Is Modesty a Four Letter Word?

How do you handle issues of modest dress in your house?  We tried to establish standards early in our kids lives–mostly for our girls.  They didn’t always like what we established…just ask them.  For shorts and skirts we set up the “extended arm” length.  With arms dropped at their sides, the shorts or skirts couldn’t be above their middle finger.  I can’t remember where we got that but seemed like a reasonable measurement to me. 

Swimming aparatus (is aparati the plural or singular ??) was always a struggle and I guess it still is.  We were insistent on one piece suits for most of their growing years.  Certainly not because they had anything to reveal at 7 or 8 years of age but as a model for the future when they would.  We still encourage them to think twice about bikini’s and what message they are trying to convey.

Well, it’s prom time.  So, our youngest came home with a borrowed dress that looked very nice on her but we just felt it was a bit too low cut.  So, we asked her to figure out a way to reduce the “V” to maybe a “U” or a dash “-“.  She wasn’t happy but she did figure out a way to close the gap a little and she seemed OK with the adjustment.

We’re not trying to be prudish or anything.  And, we aren’t legalistic.  It is so hard to raise young girls and women in this society.  Especially when most of their friends who come from similiarly parented homes (beliefs, backgrounds, church, etc) don’t necessarily adhere to the same standards. 

Why am I sharing this.  I don’t know.  Maybe it’s cathartic.  Maybe I’m just trying to justify our years of “kicking against the goads” on this issue.  Or, maybe I’m just trying to encourage some of you that wrestle with the same thing that I think it makes a difference.  Our girls seem to consider modesty on their own now.  They might want to try something a little more risque in rebellion but as far as I can tell, they shop for appropriate clothing. 

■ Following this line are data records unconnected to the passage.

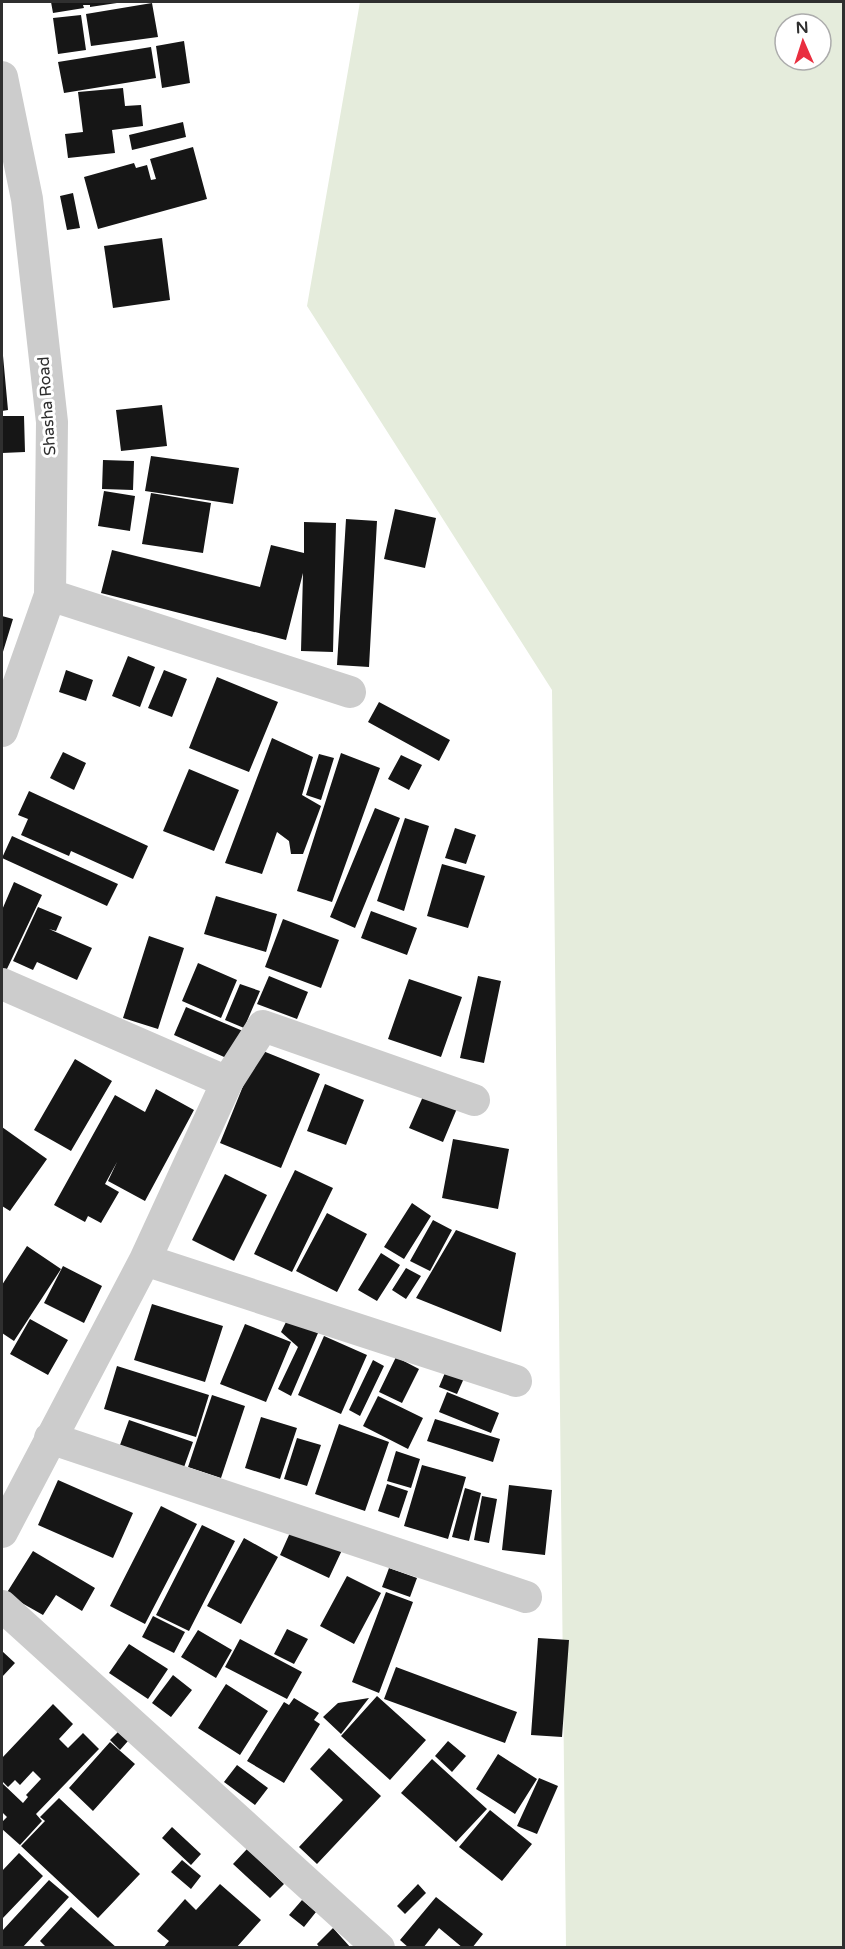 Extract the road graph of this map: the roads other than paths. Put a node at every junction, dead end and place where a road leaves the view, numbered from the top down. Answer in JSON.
{"nodes":[{"id":1,"x":2,"y":77,"type":"edge"},
{"id":2,"x":50,"y":595,"type":"junction"},
{"id":3,"x":351,"y":692,"type":"dead end"},
{"id":4,"x":4,"y":715,"type":"edge"},
{"id":5,"x":2,"y":984,"type":"edge"},
{"id":6,"x":227,"y":1082,"type":"junction"},
{"id":7,"x":474,"y":1100,"type":"dead end"},
{"id":8,"x":145,"y":1260,"type":"junction"},
{"id":9,"x":516,"y":1381,"type":"dead end"},
{"id":10,"x":50,"y":1438,"type":"junction"},
{"id":11,"x":2,"y":1532,"type":"edge"},
{"id":12,"x":526,"y":1597,"type":"dead end"},
{"id":13,"x":2,"y":1606,"type":"edge"},
{"id":14,"x":379,"y":1947,"type":"edge"}],
"edges":[{"from":1,"to":2,"type":"street","name":"Shasha Road"},
{"from":2,"to":3,"type":"street"},
{"from":2,"to":4,"type":"street","name":"Shasha Road"},
{"from":5,"to":6,"type":"street"},
{"from":6,"to":7,"type":"street"},
{"from":6,"to":8,"type":"street"},
{"from":8,"to":9,"type":"street"},
{"from":8,"to":10,"type":"street"},
{"from":10,"to":11,"type":"street"},
{"from":10,"to":12,"type":"street"},
{"from":13,"to":14,"type":"street"}]}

If you’ve put modest standards in place for your kids, stick with it.  It’s a very difficult battle, in the world AND, unfortunately, even in the church crowd.  But, I think it’s worth it.  I don’t want my girls advertising too much of their bodies before a young man gets a chance to see their beautiful interior qualities of spiritual and mental maturity.  Physical attraction is a given in any relationship that develops.  But the body doesn’t need to scream out.  It can gently whisper “I’m more than how I look”.  Amen?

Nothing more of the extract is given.